How much will it cost to clean up the mess caused by TJX Company's loss of financial records on 45 million customers? What would you think if I told you it would cost, in the words of Dr. Evil, $1 million dollars?!!!!? Not too bad? *Ahem* Sorry. How about $1 billion dollars?!!?! Now that's more like it! And that's the number that security industry analysts are bandying about in today's Boston Globe. How'd they get to the $1B figure? Well, it's all pretty fishy, but the formula looks something like this: (cost_per_lost_record x (number_of_lost_records) + cost_of_IT_cleanup = total_cost_of_breach.

Not surprisingly, there are a lot of caveats with at least one expert, Larry Ponemon of the Ponemon Institute, putting the figure in the hundreds of millions of dollars, and a Forrester analyst, Khalid Kark, putting it as high as $1.35 billion.

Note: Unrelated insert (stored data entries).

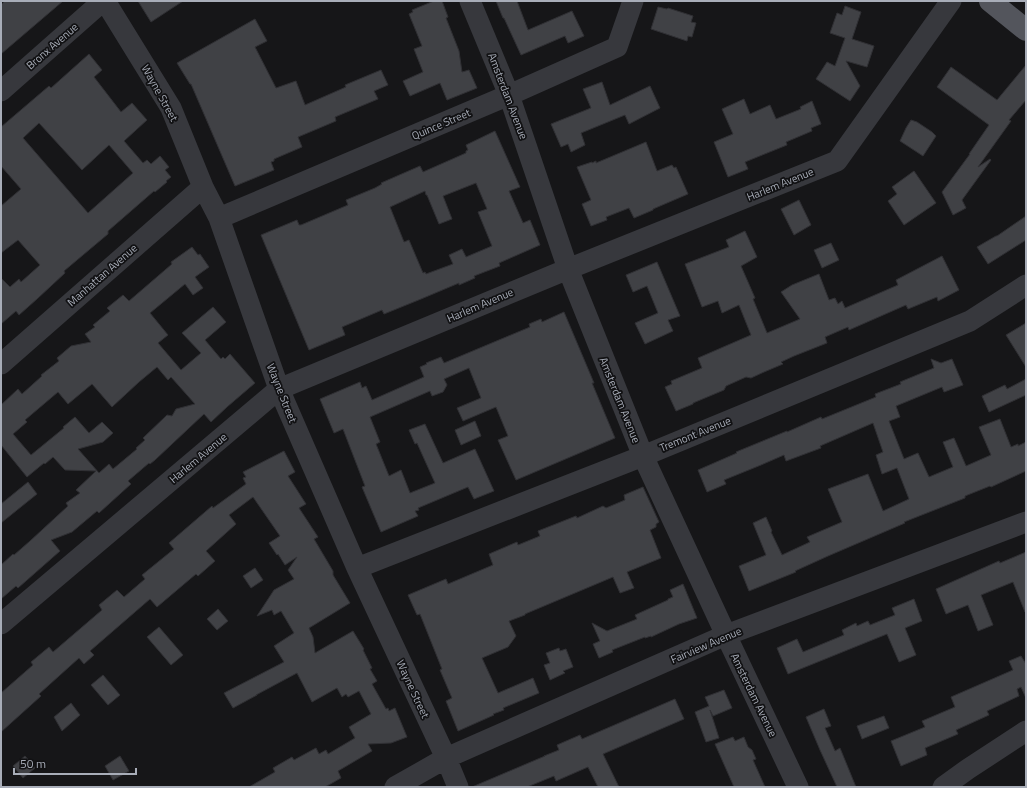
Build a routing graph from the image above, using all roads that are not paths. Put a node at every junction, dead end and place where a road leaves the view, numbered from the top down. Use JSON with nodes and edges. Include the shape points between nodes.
{"nodes":[{"id":1,"x":104,"y":1,"type":"edge"},
{"id":2,"x":470,"y":1,"type":"edge"},
{"id":3,"x":633,"y":1,"type":"edge"},
{"id":4,"x":951,"y":1,"type":"edge"},
{"id":5,"x":990,"y":1,"type":"edge"},
{"id":6,"x":1026,"y":30,"type":"edge"},
{"id":7,"x":1,"y":91,"type":"edge"},
{"id":8,"x":509,"y":95,"type":"junction"},
{"id":9,"x":203,"y":187,"type":"junction"},
{"id":10,"x":219,"y":218,"type":"junction"},
{"id":11,"x":568,"y":269,"type":"junction"},
{"id":12,"x":1026,"y":285,"type":"edge"},
{"id":13,"x":1,"y":364,"type":"edge"},
{"id":14,"x":279,"y":389,"type":"junction"},
{"id":15,"x":643,"y":456,"type":"junction"},
{"id":16,"x":1026,"y":522,"type":"edge"},
{"id":17,"x":357,"y":568,"type":"junction"},
{"id":18,"x":1,"y":624,"type":"edge"},
{"id":19,"x":726,"y":636,"type":"junction"},
{"id":20,"x":1026,"y":731,"type":"edge"},
{"id":21,"x":446,"y":758,"type":"junction"},
{"id":22,"x":395,"y":787,"type":"edge"},
{"id":23,"x":458,"y":787,"type":"edge"},
{"id":24,"x":798,"y":787,"type":"edge"},
{"id":25,"x":943,"y":787,"type":"edge"}],
"edges":[{"from":1,"to":7,"type":"street","name":"Bronx Avenue"},
{"from":1,"to":9,"type":"street","name":"Wayne Street","via":[[171,108]]},
{"from":2,"to":8,"type":"street","name":"Amsterdam Avenue"},
{"from":3,"to":8,"type":"street","name":"Quince Street","via":[[617,47]]},
{"from":4,"to":11,"type":"street","name":"Harlem Avenue","via":[[837,161]]},
{"from":5,"to":6,"type":"main road"},
{"from":8,"to":10,"type":"street","name":"Quince Street"},
{"from":8,"to":11,"type":"street","name":"Amsterdam Avenue"},
{"from":9,"to":10,"type":"street","name":"Wayne Street"},
{"from":9,"to":13,"type":"street","name":"Manhattan Avenue"},
{"from":10,"to":14,"type":"street","name":"Wayne Street"},
{"from":11,"to":14,"type":"street","name":"Harlem Avenue"},
{"from":11,"to":15,"type":"street","name":"Amsterdam Avenue"},
{"from":12,"to":15,"type":"street","name":"Tremont Avenue","via":[[970,321]]},
{"from":14,"to":17,"type":"street","name":"Wayne Street"},
{"from":14,"to":18,"type":"street","name":"Harlem Avenue"},
{"from":15,"to":17,"type":"street","name":"Tremont Avenue"},
{"from":15,"to":19,"type":"street","name":"Amsterdam Avenue"},
{"from":16,"to":19,"type":"street","name":"Fairview Avenue"},
{"from":17,"to":21,"type":"street","name":"Wayne Street"},
{"from":19,"to":21,"type":"street","name":"Fairview Avenue"},
{"from":19,"to":24,"type":"street","name":"Amsterdam Avenue"},
{"from":20,"to":25,"type":"street"},
{"from":21,"to":22,"type":"street","name":"Fairview Avenue"},
{"from":21,"to":23,"type":"street","name":"Wayne Street"}]}
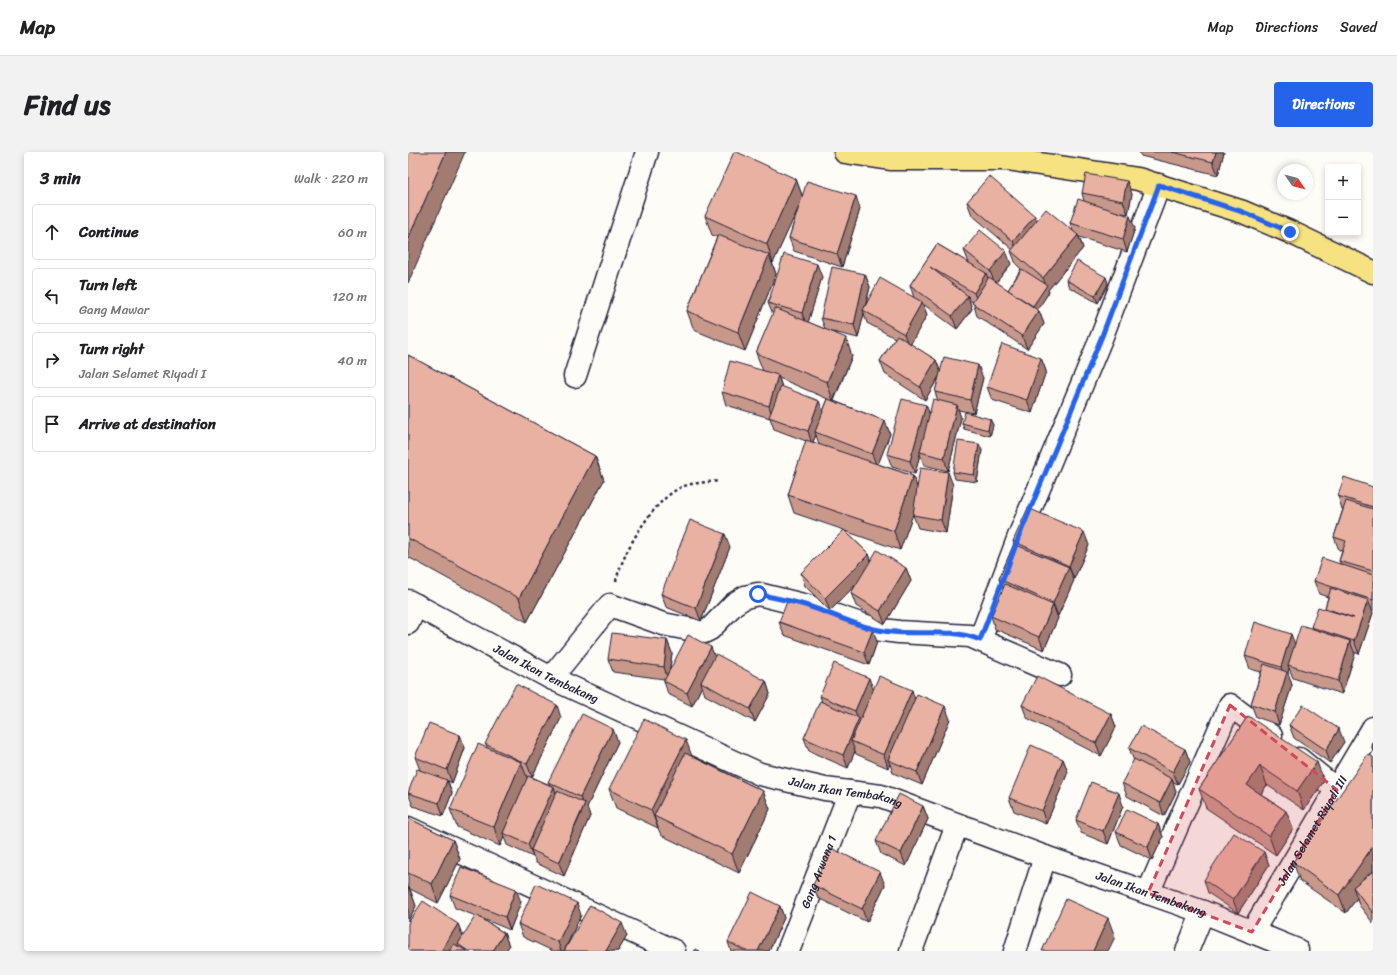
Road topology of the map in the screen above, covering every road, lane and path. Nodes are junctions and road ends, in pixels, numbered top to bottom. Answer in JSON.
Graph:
{"nodes":[{"id":1,"x":647,"y":152,"type":"edge"},
{"id":2,"x":845,"y":152,"type":"edge"},
{"id":3,"x":1159,"y":185,"type":"junction"},
{"id":4,"x":1373,"y":272,"type":"edge"},
{"id":5,"x":576,"y":376,"type":"dead end"},
{"id":6,"x":718,"y":481,"type":"dead end"},
{"id":7,"x":610,"y":605,"type":"junction"},
{"id":8,"x":411,"y":610,"type":"edge"},
{"id":9,"x":980,"y":640,"type":"junction"},
{"id":10,"x":1060,"y":675,"type":"dead end"},
{"id":11,"x":551,"y":678,"type":"junction"},
{"id":12,"x":1373,"y":728,"type":"edge"},
{"id":13,"x":1337,"y":790,"type":"junction"},
{"id":14,"x":850,"y":792,"type":"junction"},
{"id":15,"x":957,"y":824,"type":"junction"},
{"id":16,"x":408,"y":828,"type":"edge"},
{"id":17,"x":1045,"y":857,"type":"junction"},
{"id":18,"x":1148,"y":893,"type":"junction"},
{"id":19,"x":1203,"y":912,"type":"junction"},
{"id":20,"x":1252,"y":932,"type":"junction"},
{"id":21,"x":1297,"y":950,"type":"dead end"},
{"id":22,"x":674,"y":951,"type":"edge"},
{"id":23,"x":788,"y":951,"type":"edge"},
{"id":24,"x":911,"y":951,"type":"edge"},
{"id":25,"x":1015,"y":951,"type":"edge"},
{"id":26,"x":1187,"y":951,"type":"edge"}],
"edges":[{"from":1,"to":5,"type":"street"},
{"from":2,"to":3,"type":"main road"},
{"from":3,"to":4,"type":"main road"},
{"from":3,"to":9,"type":"street"},
{"from":6,"to":7,"type":"path"},
{"from":7,"to":9,"type":"street"},
{"from":7,"to":11,"type":"street"},
{"from":8,"to":11,"type":"street","name":"Jalan Ikan Tembakang"},
{"from":9,"to":10,"type":"street"},
{"from":11,"to":14,"type":"street","name":"Jalan Ikan Tembakang"},
{"from":12,"to":13,"type":"street","name":"Jalan Selamet Riyadi III"},
{"from":13,"to":18,"type":"street"},
{"from":13,"to":20,"type":"street","name":"Jalan Selamet Riyadi III"},
{"from":14,"to":15,"type":"street","name":"Jalan Ikan Tembakang"},
{"from":14,"to":23,"type":"street","name":"Gang Arwana 1"},
{"from":15,"to":17,"type":"street","name":"Jalan Ikan Tembakang"},
{"from":15,"to":24,"type":"street"},
{"from":16,"to":22,"type":"street"},
{"from":17,"to":18,"type":"street","name":"Jalan Ikan Tembakang"},
{"from":17,"to":25,"type":"street"},
{"from":18,"to":19,"type":"street","name":"Jalan Ikan Tembakang"},
{"from":19,"to":20,"type":"street","name":"Jalan Ikan Tembakang"},
{"from":19,"to":26,"type":"street"},
{"from":20,"to":21,"type":"street","name":"Jalan Ikan Tembakang"}]}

Forrester's number comes from that firm's estimate of a cost per lost record of $90 and an estimate that around 15 million of the 45 million stolen credit records were for unexpired debit and credit cards.

Curiously, Ponemon estimates that the cost to replace stolen records is a lot higher -- $182 per card, but that no company who has experienced a data loss has spent more than $22 million to recover from it. Given that other companies have experienced similar sized breaches -- ChoicePoint, CardSystems -- it's hard to see how $22 million could be the ceiling, but that's what the article says.

Other cleanup costs -- computer forensics and new consulting fees, better intrusion detection products....a database firewall anyone -- are just the cost of doing business and would be no more or less had a breach not occurred (translation: "they need this stuff anyway, so who cares why they're buying it?")

Besides, the costs to the company would be amortized over one or two years -- or more, depending on the outcome of lawsuits filed against TJX and the aftermath of the breach (in other words, how many consumers are victims of ID theft that can be traced back to TJX).

So, if security analysts are bearish on TJX, Wall Street certainly isn't. As the Globe story points out, the company's stock is trading within five or ten percent of where it was the day before news of the leak was disclosed.

Add it all up, and you've got to ask: "Is there really a price to pay for violating your customers' privacy?"